Since I never took geometry in high school and didn't feel comfortable
trying to teach anything else on such a short notice, I went with a
church cover school that uses A.C.E. WE ABSOLUTELY HATED IT. As she
is somewhat 'gifted', it probably wasn't challenging enough for her.
Plus the way that the company tells you to handle the curriculum and
the way the 'school' did was entirely different, also.

Since your children are younger, and if you are doing this on your own
without having to depend on some else to order the workbooks (and on
time), send answer keys, geometry videos (which we quit asking for once
we finally started getting the answer keys as she could figure out her
mistakes on her own) etc., it may work for you all better. To us, the
curriculum is very simple.

This year, we're using ABeka Algebra II & Chemistry, Spanish that we got
from the library (with audio tapes), and the balance from textbooks that
I've picked up at thrift stores and the library -- some of which are
college freshman books that will qualify as advanced high school for
her. Needless to say, we are changing cover schools." -- S.H.

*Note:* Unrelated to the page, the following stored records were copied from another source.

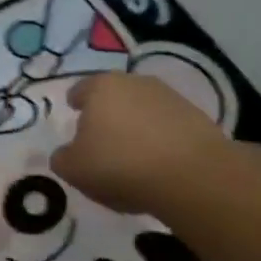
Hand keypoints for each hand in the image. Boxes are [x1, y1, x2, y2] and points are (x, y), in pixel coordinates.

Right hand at [50, 72, 235, 215]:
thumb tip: (67, 153)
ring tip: (131, 158)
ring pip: (142, 111)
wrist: (193, 177)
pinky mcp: (198, 118)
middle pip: (113, 98)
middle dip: (106, 115)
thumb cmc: (120, 164)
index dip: (75, 105)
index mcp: (100, 87)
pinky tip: (157, 166)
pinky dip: (160, 141)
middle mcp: (135, 83)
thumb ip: (61, 157)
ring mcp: (170, 98)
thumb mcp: (72, 169)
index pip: (79, 90)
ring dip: (135, 128)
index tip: (75, 122)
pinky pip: (167, 127)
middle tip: (100, 142)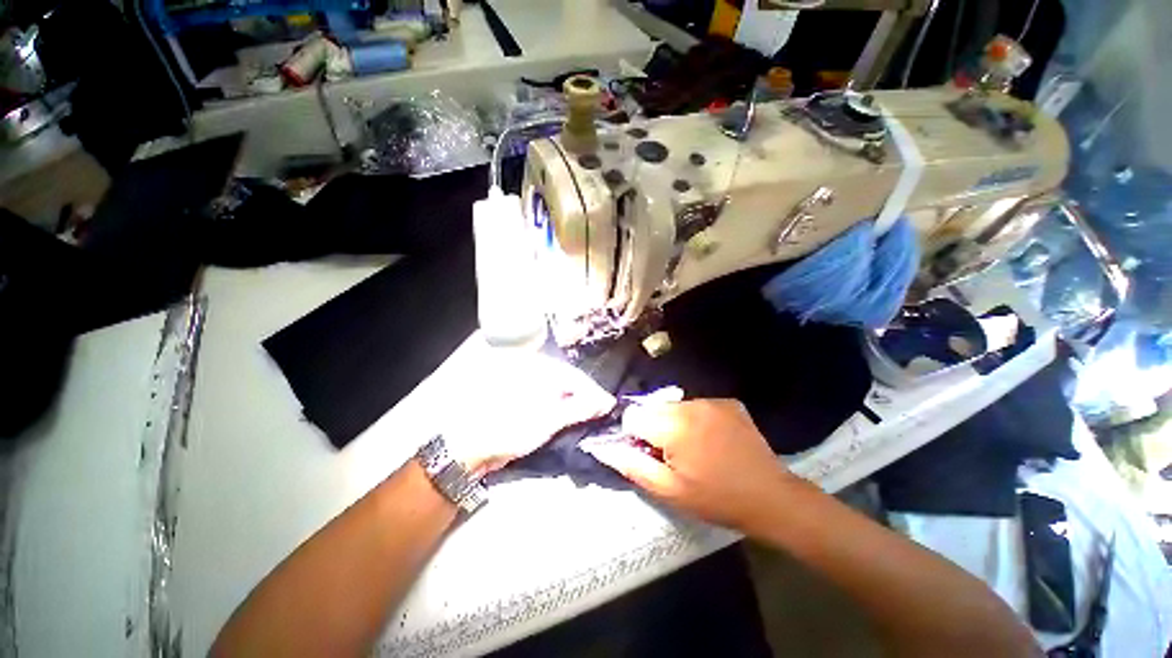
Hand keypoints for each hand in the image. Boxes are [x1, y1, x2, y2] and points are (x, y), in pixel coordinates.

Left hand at [443, 351, 613, 475]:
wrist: (465, 448)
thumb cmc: (508, 430)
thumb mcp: (548, 420)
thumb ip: (579, 408)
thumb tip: (605, 402)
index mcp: (536, 366)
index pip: (574, 375)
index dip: (593, 391)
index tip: (608, 406)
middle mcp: (529, 367)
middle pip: (566, 379)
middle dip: (583, 396)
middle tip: (599, 412)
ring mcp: (520, 380)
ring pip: (555, 387)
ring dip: (571, 401)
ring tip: (585, 415)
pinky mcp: (515, 394)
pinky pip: (543, 395)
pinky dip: (556, 405)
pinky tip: (563, 415)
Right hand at [584, 399, 796, 531]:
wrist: (771, 497)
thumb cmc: (716, 498)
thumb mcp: (668, 491)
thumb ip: (632, 465)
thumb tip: (603, 447)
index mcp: (673, 425)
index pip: (633, 416)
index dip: (635, 436)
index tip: (649, 454)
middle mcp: (690, 404)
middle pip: (653, 407)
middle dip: (654, 427)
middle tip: (671, 454)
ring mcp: (712, 401)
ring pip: (674, 406)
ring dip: (674, 422)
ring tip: (693, 448)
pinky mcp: (728, 402)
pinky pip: (698, 405)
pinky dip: (695, 418)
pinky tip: (711, 439)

"We are beginning our second year using ACE with our 10 year old and
8 year old. ACE paces really helped us get started in homeschooling;
they are the only thing we used our first year and it made organi-
zation a breeze. We have two toddlers also and the paces didn't take
a lot of lesson planning and organization time. I have decided to
add in a few things and create our own history program that they can
do together for this year, but more to cut down on cost than any
lack in the paces. My younger sister used the ACE program for
grades 9-12 then took a GED. She is now finishing her fourth year
in collage and says she never felt she was behind or lacking in any
of her classes. My husband also used ACE for elementary school and
has very good memories of the paces and the things he learned through
them. So I definitely recommend them -- especially for getting
started in homeschooling." -- Crystal in TX

Answer our NEW Question

"Currently I am homeschooling 1 child, in the 8th grade (though she
should be in the 9th grade but they held her back). I would like to
help her get where she feels she should be while being homeschooled.

I also am thinking about homeschooling the twins who are autistic and
16, but for now they are still at the public school. Jamie does
better in a self-contained classroom but doesn't seem to want to be
in school anymore. Joshua is more coorperative where school is con-
cerned -- unless that changes because he is starting a new public
school this year. Jamie attends an alternative program that also
teaches anger management.

What I feel they need are life skills training and character education
-- and of course anger management. I would like help with this because
we are considering traveling full-time with the kids. I am lost when
it comes to unschooling them and I dont know anything else to use.
They are not up to grade level in their academics; is there a free
placement test program available for determining this?" -- Lisa in WI


Do you have ideas, resources and/or some experience to share with Lisa?

Please send your email to: HN-answers@familyclassroom.net

Ask YOUR Question

Do you have a question you would like our readers to answer?

Send it to HN-questions@familyclassroom.net and we'll see
if we can help you out in a future issue!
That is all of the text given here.